── Entries provided ──
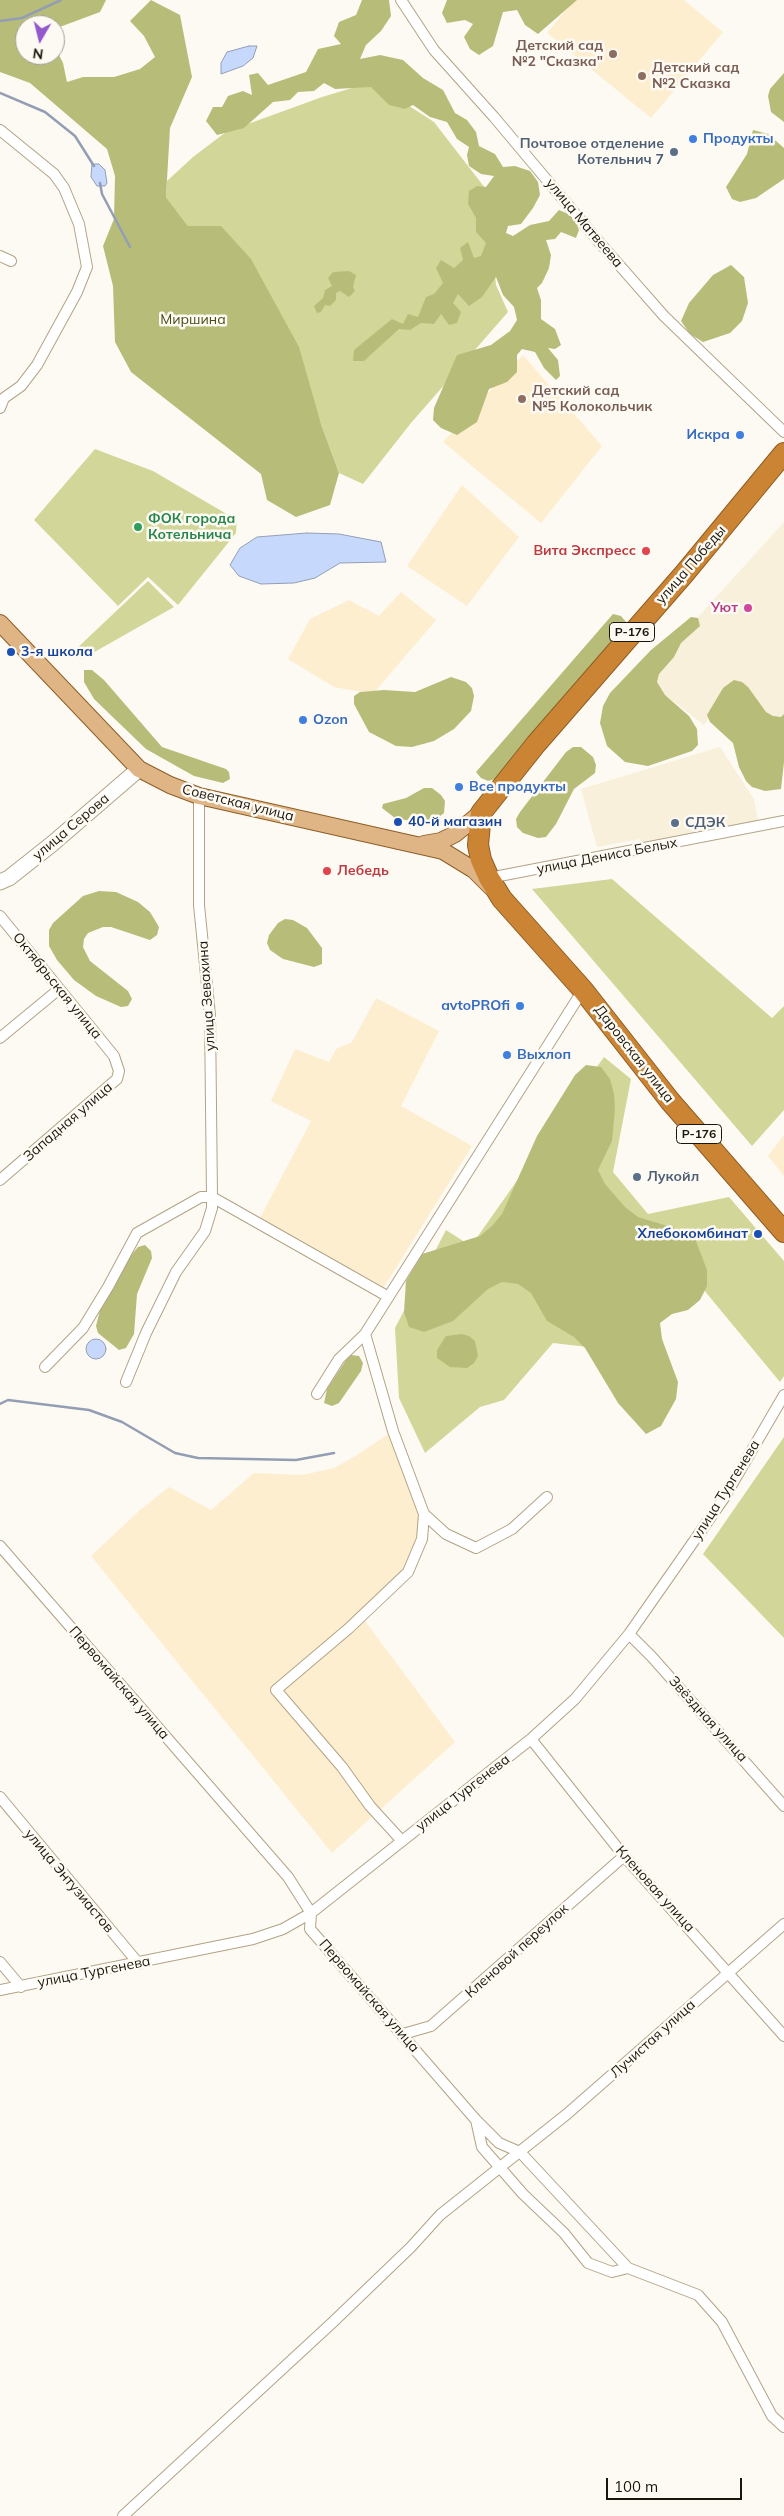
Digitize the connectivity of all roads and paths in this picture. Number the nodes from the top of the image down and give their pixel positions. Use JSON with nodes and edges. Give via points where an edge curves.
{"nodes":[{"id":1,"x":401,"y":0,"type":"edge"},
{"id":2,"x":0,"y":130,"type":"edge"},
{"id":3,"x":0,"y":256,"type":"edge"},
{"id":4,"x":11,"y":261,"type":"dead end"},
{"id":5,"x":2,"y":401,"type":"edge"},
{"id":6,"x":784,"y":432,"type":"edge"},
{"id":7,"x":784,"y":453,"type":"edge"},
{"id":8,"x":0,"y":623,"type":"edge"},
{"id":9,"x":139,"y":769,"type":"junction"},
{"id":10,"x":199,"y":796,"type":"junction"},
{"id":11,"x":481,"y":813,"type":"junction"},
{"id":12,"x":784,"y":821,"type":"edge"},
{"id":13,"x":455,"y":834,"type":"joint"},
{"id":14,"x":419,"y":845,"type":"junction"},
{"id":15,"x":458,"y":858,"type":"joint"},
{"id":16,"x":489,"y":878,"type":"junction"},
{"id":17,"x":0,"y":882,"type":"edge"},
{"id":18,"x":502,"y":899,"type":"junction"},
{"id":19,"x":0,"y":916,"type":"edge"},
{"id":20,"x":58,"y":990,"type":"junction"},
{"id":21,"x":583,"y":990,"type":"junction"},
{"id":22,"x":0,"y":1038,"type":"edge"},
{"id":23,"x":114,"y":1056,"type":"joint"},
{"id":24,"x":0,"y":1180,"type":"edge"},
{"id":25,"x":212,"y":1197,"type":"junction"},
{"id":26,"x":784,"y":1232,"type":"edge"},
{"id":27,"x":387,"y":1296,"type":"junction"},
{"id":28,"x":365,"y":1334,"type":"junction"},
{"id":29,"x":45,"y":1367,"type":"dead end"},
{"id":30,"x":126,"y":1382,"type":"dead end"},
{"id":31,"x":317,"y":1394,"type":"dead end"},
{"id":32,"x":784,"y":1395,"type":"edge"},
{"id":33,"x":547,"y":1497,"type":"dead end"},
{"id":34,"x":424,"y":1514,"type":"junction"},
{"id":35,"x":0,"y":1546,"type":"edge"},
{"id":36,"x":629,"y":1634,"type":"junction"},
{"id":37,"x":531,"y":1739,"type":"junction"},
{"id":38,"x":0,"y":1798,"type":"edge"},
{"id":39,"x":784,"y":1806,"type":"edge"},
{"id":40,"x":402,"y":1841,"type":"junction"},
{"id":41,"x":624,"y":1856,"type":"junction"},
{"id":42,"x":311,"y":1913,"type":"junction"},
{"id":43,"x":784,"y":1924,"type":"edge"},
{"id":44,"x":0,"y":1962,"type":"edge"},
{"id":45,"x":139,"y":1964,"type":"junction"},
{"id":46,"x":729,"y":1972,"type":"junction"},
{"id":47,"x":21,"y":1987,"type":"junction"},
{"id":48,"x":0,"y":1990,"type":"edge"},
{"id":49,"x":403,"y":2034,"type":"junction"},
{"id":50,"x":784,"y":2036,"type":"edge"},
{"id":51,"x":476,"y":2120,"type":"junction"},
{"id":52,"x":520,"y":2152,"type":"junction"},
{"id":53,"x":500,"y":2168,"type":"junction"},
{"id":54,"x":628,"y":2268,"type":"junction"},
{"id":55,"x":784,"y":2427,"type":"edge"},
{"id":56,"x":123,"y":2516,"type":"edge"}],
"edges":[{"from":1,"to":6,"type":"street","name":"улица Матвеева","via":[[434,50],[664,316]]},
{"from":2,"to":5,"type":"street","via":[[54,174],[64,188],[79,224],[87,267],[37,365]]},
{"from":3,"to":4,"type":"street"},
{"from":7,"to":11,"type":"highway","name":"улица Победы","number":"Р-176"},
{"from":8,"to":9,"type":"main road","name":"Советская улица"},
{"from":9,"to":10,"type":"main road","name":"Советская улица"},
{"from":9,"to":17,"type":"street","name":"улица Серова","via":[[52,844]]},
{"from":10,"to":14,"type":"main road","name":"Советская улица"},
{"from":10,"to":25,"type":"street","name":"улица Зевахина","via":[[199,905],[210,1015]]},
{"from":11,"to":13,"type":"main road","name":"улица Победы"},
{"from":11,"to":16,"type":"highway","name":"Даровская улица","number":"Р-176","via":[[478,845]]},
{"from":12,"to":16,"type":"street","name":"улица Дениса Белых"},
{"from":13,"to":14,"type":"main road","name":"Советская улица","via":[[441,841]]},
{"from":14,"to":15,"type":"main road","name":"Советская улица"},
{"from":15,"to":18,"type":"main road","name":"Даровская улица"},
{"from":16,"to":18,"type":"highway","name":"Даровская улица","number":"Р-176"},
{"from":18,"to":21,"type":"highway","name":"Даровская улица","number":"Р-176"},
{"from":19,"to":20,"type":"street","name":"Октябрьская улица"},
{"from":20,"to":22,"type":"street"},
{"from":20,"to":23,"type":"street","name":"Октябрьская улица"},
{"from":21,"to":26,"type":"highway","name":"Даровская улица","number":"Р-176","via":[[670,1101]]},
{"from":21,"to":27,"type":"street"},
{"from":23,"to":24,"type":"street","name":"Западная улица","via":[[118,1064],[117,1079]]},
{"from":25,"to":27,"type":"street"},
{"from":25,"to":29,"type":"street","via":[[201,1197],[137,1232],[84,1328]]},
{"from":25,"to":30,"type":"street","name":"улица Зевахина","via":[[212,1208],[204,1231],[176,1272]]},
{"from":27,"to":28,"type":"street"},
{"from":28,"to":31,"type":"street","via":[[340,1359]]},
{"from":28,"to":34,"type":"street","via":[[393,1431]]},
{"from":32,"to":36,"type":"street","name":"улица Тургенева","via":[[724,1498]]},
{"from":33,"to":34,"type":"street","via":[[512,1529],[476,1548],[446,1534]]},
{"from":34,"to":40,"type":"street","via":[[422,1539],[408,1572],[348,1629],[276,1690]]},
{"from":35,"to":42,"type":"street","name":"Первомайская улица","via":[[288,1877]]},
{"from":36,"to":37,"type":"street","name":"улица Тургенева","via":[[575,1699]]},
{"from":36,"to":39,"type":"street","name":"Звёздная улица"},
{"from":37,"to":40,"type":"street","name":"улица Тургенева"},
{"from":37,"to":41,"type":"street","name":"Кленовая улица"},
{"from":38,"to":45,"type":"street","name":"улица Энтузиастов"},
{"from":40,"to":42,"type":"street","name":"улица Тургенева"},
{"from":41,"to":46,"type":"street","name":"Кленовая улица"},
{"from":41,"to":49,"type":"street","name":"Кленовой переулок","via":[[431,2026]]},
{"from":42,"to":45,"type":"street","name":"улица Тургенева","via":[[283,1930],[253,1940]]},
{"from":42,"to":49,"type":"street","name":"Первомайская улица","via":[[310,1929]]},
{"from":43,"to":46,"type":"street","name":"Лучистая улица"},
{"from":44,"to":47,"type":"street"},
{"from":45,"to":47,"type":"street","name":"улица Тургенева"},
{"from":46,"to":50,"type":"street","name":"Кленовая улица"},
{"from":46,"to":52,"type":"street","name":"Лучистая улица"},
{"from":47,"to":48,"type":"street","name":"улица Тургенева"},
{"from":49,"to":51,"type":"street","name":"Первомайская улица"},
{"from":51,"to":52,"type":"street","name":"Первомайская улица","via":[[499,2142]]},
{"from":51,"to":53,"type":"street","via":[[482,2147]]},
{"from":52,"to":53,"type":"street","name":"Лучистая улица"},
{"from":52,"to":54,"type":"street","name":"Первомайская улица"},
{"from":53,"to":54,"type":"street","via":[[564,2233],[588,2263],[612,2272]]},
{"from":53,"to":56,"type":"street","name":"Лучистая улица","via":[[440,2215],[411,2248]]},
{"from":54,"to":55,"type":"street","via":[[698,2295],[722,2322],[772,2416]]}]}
───
Required work:
From the data above, write out everything exactly except the pictures.

Worked solution:
Digitize the connectivity of all roads and paths in this picture. Number the nodes from the top of the image down and give their pixel positions. Use JSON with nodes and edges. Give via points where an edge curves.
{"nodes":[{"id":1,"x":401,"y":0,"type":"edge"},
{"id":2,"x":0,"y":130,"type":"edge"},
{"id":3,"x":0,"y":256,"type":"edge"},
{"id":4,"x":11,"y":261,"type":"dead end"},
{"id":5,"x":2,"y":401,"type":"edge"},
{"id":6,"x":784,"y":432,"type":"edge"},
{"id":7,"x":784,"y":453,"type":"edge"},
{"id":8,"x":0,"y":623,"type":"edge"},
{"id":9,"x":139,"y":769,"type":"junction"},
{"id":10,"x":199,"y":796,"type":"junction"},
{"id":11,"x":481,"y":813,"type":"junction"},
{"id":12,"x":784,"y":821,"type":"edge"},
{"id":13,"x":455,"y":834,"type":"joint"},
{"id":14,"x":419,"y":845,"type":"junction"},
{"id":15,"x":458,"y":858,"type":"joint"},
{"id":16,"x":489,"y":878,"type":"junction"},
{"id":17,"x":0,"y":882,"type":"edge"},
{"id":18,"x":502,"y":899,"type":"junction"},
{"id":19,"x":0,"y":916,"type":"edge"},
{"id":20,"x":58,"y":990,"type":"junction"},
{"id":21,"x":583,"y":990,"type":"junction"},
{"id":22,"x":0,"y":1038,"type":"edge"},
{"id":23,"x":114,"y":1056,"type":"joint"},
{"id":24,"x":0,"y":1180,"type":"edge"},
{"id":25,"x":212,"y":1197,"type":"junction"},
{"id":26,"x":784,"y":1232,"type":"edge"},
{"id":27,"x":387,"y":1296,"type":"junction"},
{"id":28,"x":365,"y":1334,"type":"junction"},
{"id":29,"x":45,"y":1367,"type":"dead end"},
{"id":30,"x":126,"y":1382,"type":"dead end"},
{"id":31,"x":317,"y":1394,"type":"dead end"},
{"id":32,"x":784,"y":1395,"type":"edge"},
{"id":33,"x":547,"y":1497,"type":"dead end"},
{"id":34,"x":424,"y":1514,"type":"junction"},
{"id":35,"x":0,"y":1546,"type":"edge"},
{"id":36,"x":629,"y":1634,"type":"junction"},
{"id":37,"x":531,"y":1739,"type":"junction"},
{"id":38,"x":0,"y":1798,"type":"edge"},
{"id":39,"x":784,"y":1806,"type":"edge"},
{"id":40,"x":402,"y":1841,"type":"junction"},
{"id":41,"x":624,"y":1856,"type":"junction"},
{"id":42,"x":311,"y":1913,"type":"junction"},
{"id":43,"x":784,"y":1924,"type":"edge"},
{"id":44,"x":0,"y":1962,"type":"edge"},
{"id":45,"x":139,"y":1964,"type":"junction"},
{"id":46,"x":729,"y":1972,"type":"junction"},
{"id":47,"x":21,"y":1987,"type":"junction"},
{"id":48,"x":0,"y":1990,"type":"edge"},
{"id":49,"x":403,"y":2034,"type":"junction"},
{"id":50,"x":784,"y":2036,"type":"edge"},
{"id":51,"x":476,"y":2120,"type":"junction"},
{"id":52,"x":520,"y":2152,"type":"junction"},
{"id":53,"x":500,"y":2168,"type":"junction"},
{"id":54,"x":628,"y":2268,"type":"junction"},
{"id":55,"x":784,"y":2427,"type":"edge"},
{"id":56,"x":123,"y":2516,"type":"edge"}],
"edges":[{"from":1,"to":6,"type":"street","name":"улица Матвеева","via":[[434,50],[664,316]]},
{"from":2,"to":5,"type":"street","via":[[54,174],[64,188],[79,224],[87,267],[37,365]]},
{"from":3,"to":4,"type":"street"},
{"from":7,"to":11,"type":"highway","name":"улица Победы","number":"Р-176"},
{"from":8,"to":9,"type":"main road","name":"Советская улица"},
{"from":9,"to":10,"type":"main road","name":"Советская улица"},
{"from":9,"to":17,"type":"street","name":"улица Серова","via":[[52,844]]},
{"from":10,"to":14,"type":"main road","name":"Советская улица"},
{"from":10,"to":25,"type":"street","name":"улица Зевахина","via":[[199,905],[210,1015]]},
{"from":11,"to":13,"type":"main road","name":"улица Победы"},
{"from":11,"to":16,"type":"highway","name":"Даровская улица","number":"Р-176","via":[[478,845]]},
{"from":12,"to":16,"type":"street","name":"улица Дениса Белых"},
{"from":13,"to":14,"type":"main road","name":"Советская улица","via":[[441,841]]},
{"from":14,"to":15,"type":"main road","name":"Советская улица"},
{"from":15,"to":18,"type":"main road","name":"Даровская улица"},
{"from":16,"to":18,"type":"highway","name":"Даровская улица","number":"Р-176"},
{"from":18,"to":21,"type":"highway","name":"Даровская улица","number":"Р-176"},
{"from":19,"to":20,"type":"street","name":"Октябрьская улица"},
{"from":20,"to":22,"type":"street"},
{"from":20,"to":23,"type":"street","name":"Октябрьская улица"},
{"from":21,"to":26,"type":"highway","name":"Даровская улица","number":"Р-176","via":[[670,1101]]},
{"from":21,"to":27,"type":"street"},
{"from":23,"to":24,"type":"street","name":"Западная улица","via":[[118,1064],[117,1079]]},
{"from":25,"to":27,"type":"street"},
{"from":25,"to":29,"type":"street","via":[[201,1197],[137,1232],[84,1328]]},
{"from":25,"to":30,"type":"street","name":"улица Зевахина","via":[[212,1208],[204,1231],[176,1272]]},
{"from":27,"to":28,"type":"street"},
{"from":28,"to":31,"type":"street","via":[[340,1359]]},
{"from":28,"to":34,"type":"street","via":[[393,1431]]},
{"from":32,"to":36,"type":"street","name":"улица Тургенева","via":[[724,1498]]},
{"from":33,"to":34,"type":"street","via":[[512,1529],[476,1548],[446,1534]]},
{"from":34,"to":40,"type":"street","via":[[422,1539],[408,1572],[348,1629],[276,1690]]},
{"from":35,"to":42,"type":"street","name":"Первомайская улица","via":[[288,1877]]},
{"from":36,"to":37,"type":"street","name":"улица Тургенева","via":[[575,1699]]},
{"from":36,"to":39,"type":"street","name":"Звёздная улица"},
{"from":37,"to":40,"type":"street","name":"улица Тургенева"},
{"from":37,"to":41,"type":"street","name":"Кленовая улица"},
{"from":38,"to":45,"type":"street","name":"улица Энтузиастов"},
{"from":40,"to":42,"type":"street","name":"улица Тургенева"},
{"from":41,"to":46,"type":"street","name":"Кленовая улица"},
{"from":41,"to":49,"type":"street","name":"Кленовой переулок","via":[[431,2026]]},
{"from":42,"to":45,"type":"street","name":"улица Тургенева","via":[[283,1930],[253,1940]]},
{"from":42,"to":49,"type":"street","name":"Первомайская улица","via":[[310,1929]]},
{"from":43,"to":46,"type":"street","name":"Лучистая улица"},
{"from":44,"to":47,"type":"street"},
{"from":45,"to":47,"type":"street","name":"улица Тургенева"},
{"from":46,"to":50,"type":"street","name":"Кленовая улица"},
{"from":46,"to":52,"type":"street","name":"Лучистая улица"},
{"from":47,"to":48,"type":"street","name":"улица Тургенева"},
{"from":49,"to":51,"type":"street","name":"Первомайская улица"},
{"from":51,"to":52,"type":"street","name":"Первомайская улица","via":[[499,2142]]},
{"from":51,"to":53,"type":"street","via":[[482,2147]]},
{"from":52,"to":53,"type":"street","name":"Лучистая улица"},
{"from":52,"to":54,"type":"street","name":"Первомайская улица"},
{"from":53,"to":54,"type":"street","via":[[564,2233],[588,2263],[612,2272]]},
{"from":53,"to":56,"type":"street","name":"Лучистая улица","via":[[440,2215],[411,2248]]},
{"from":54,"to":55,"type":"street","via":[[698,2295],[722,2322],[772,2416]]}]}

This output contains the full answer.